In its first-quarter press release, Dollar Tree stated that its 2019 outlook took into consideration the impact of the 25% tariff on Chinese imports. However, the company indicated that any further tariffs would affect its business and consumers.
In contrast to Deutsche Bank, JPMorgan Chase upgraded Dollar Tree stock to “overweight” from “neutral” on June 11. JPMorgan also raised its price target for Dollar Tree stock to $122 from $82.
Dollar Tree’s first-quarter performance
Dollar Tree’s first-quarter adjusted EPS fell 4.2% to $1.14. Higher investments in growth initiatives dragged on its EPS. The company’s first-quarter sales increased 4.6% to $5.81 billion. The contribution from new stores and SSSG (same-store sales growth) of 2.2% drove its top line growth in the quarter.
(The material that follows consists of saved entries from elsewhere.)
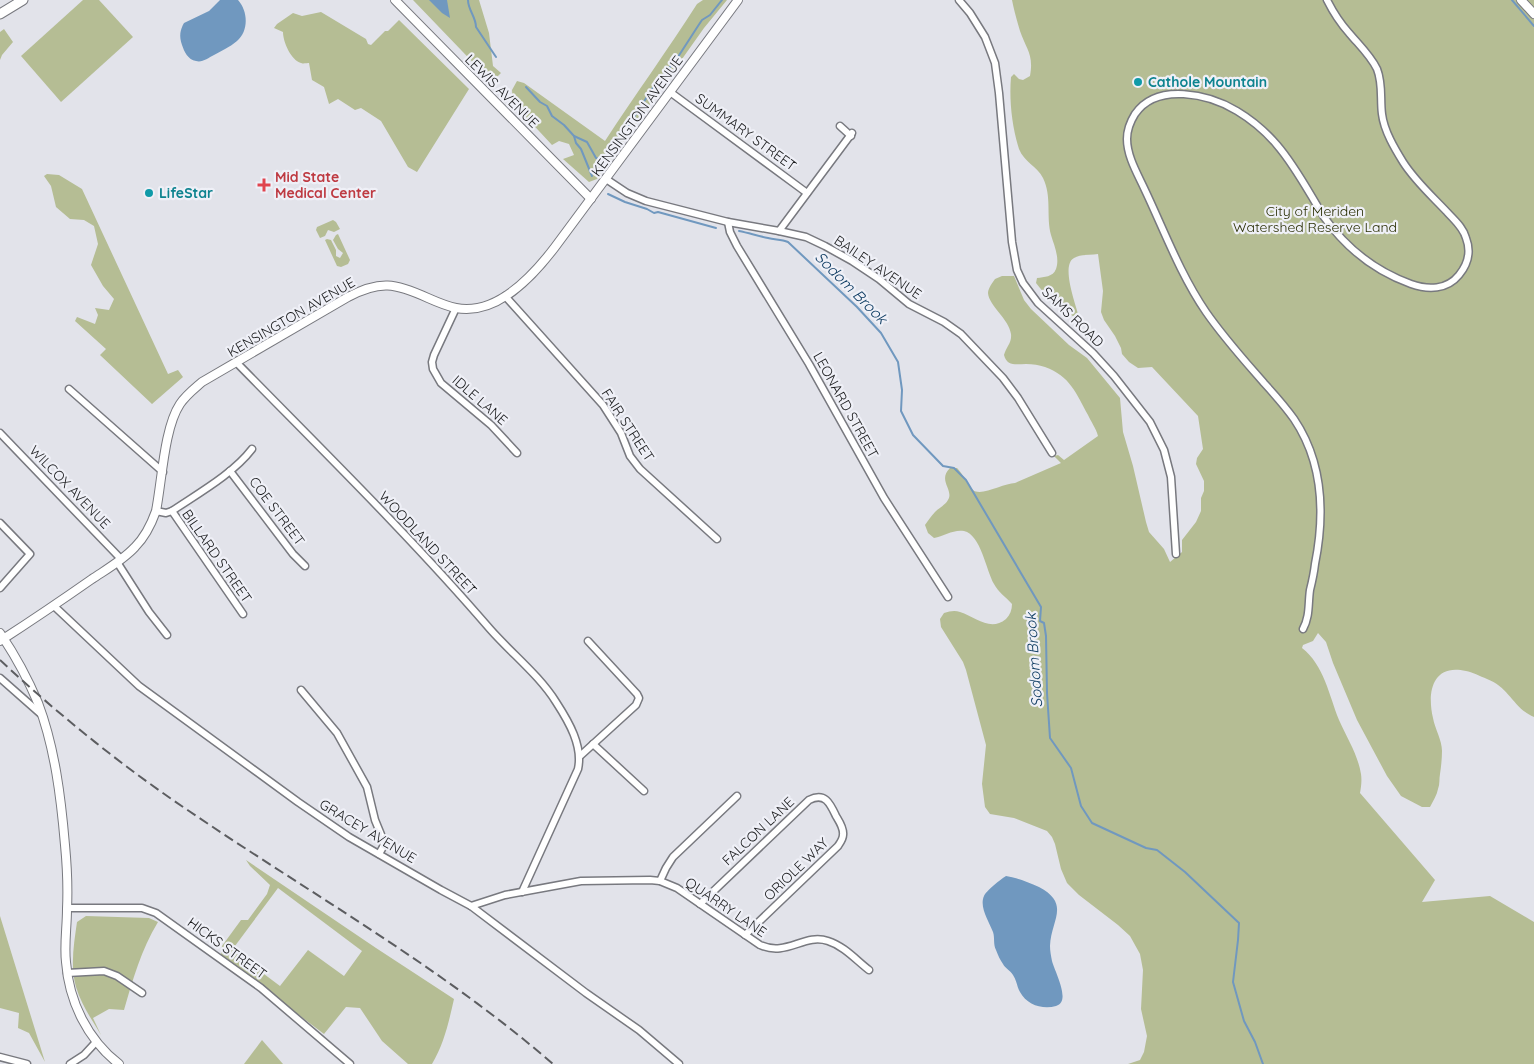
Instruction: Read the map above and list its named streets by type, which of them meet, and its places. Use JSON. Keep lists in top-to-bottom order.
{
  "streets": {
    "main road": ["LEWIS AVENUE", "KENSINGTON AVENUE"],
    "street": [
      "SUMMARY STREET",
      "BAILEY AVENUE",
      "SAMS ROAD",
      "IDLE LANE",
      "LEONARD STREET",
      "FAIR STREET",
      "WILCOX AVENUE",
      "COE STREET",
      "WOODLAND STREET",
      "BILLARD STREET",
      "GRACEY AVENUE",
      "FALCON LANE",
      "ORIOLE WAY",
      "QUARRY LANE",
      "HICKS STREET"
    ]
  },
  "crossings": [
    ["LEWIS AVENUE", "KENSINGTON AVENUE"],
    ["KENSINGTON AVENUE", "SUMMARY STREET"],
    ["KENSINGTON AVENUE", "BAILEY AVENUE"],
    ["KENSINGTON AVENUE", "IDLE LANE"],
    ["KENSINGTON AVENUE", "FAIR STREET"],
    ["KENSINGTON AVENUE", "WILCOX AVENUE"],
    ["KENSINGTON AVENUE", "WOODLAND STREET"],
    ["KENSINGTON AVENUE", "GRACEY AVENUE"],
    ["BAILEY AVENUE", "LEONARD STREET"],
    ["GRACEY AVENUE", "QUARRY LANE"],
    ["FALCON LANE", "ORIOLE WAY"],
    ["FALCON LANE", "QUARRY LANE"],
    ["ORIOLE WAY", "QUARRY LANE"]
  ],
  "water": ["Sodom Brook"],
  "parks": ["City of Meriden Watershed Reserve Land"],
  "places": {
    "other": ["Cathole Mountain", "LifeStar"],
    "health": ["Mid State Medical Center"]
  }
}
The Dollar Tree banner’s SSSG was 2.4%. The Family Dollar banner benefited from the company’s transformation initiatives. Its SSSG was 1.9% in the quarter.
The company exceeded analysts’ sales expectation of $5.78 billion and was in line with its earnings estimate. In comparison, Dollar General’s adjusted EPS rose 8.8% to $1.48 with an 8.3% rise in sales to $6.62 billion.
Ratings for Dollar Tree stock
Of the 28 analysts covering Dollar Tree stock, 17 had a “buy” recommendations on August 5. Eleven analysts had “hold” recommendations, while none had “sells.” The consistent performance of Dollar Tree banner stores has been a key growth driver for Dollar Tree. However, the Family Dollar business has been weak. The company is taking several aggressive measures to improve its Family Dollar business. These measures include renovating its stores and re-bannering some of the Family Dollar stores to the Dollar Tree banner.
The company is also testing multiple price points with merchandise priced at values greater than $1. On August 5, Dollar Tree was trading at a 12-month forward PE multiple of 17.3x. Dollar General’s forward PE was 19.5x. Currently, analysts expect Dollar Tree’s sales to rise 3.9% to $23.7 billion in fiscal 2019. The company’s adjusted EPS are expected to fall 5.3% to $5.16.
In comparison, analysts have higher growth expectations for Dollar General. They expect its sales to rise 7.4% to $27.5 billion and its adjusted EPS to rise 8.4% to $6.47. Higher tariffs and any further escalation in the US-China trade war are expected to put pressure on retailers.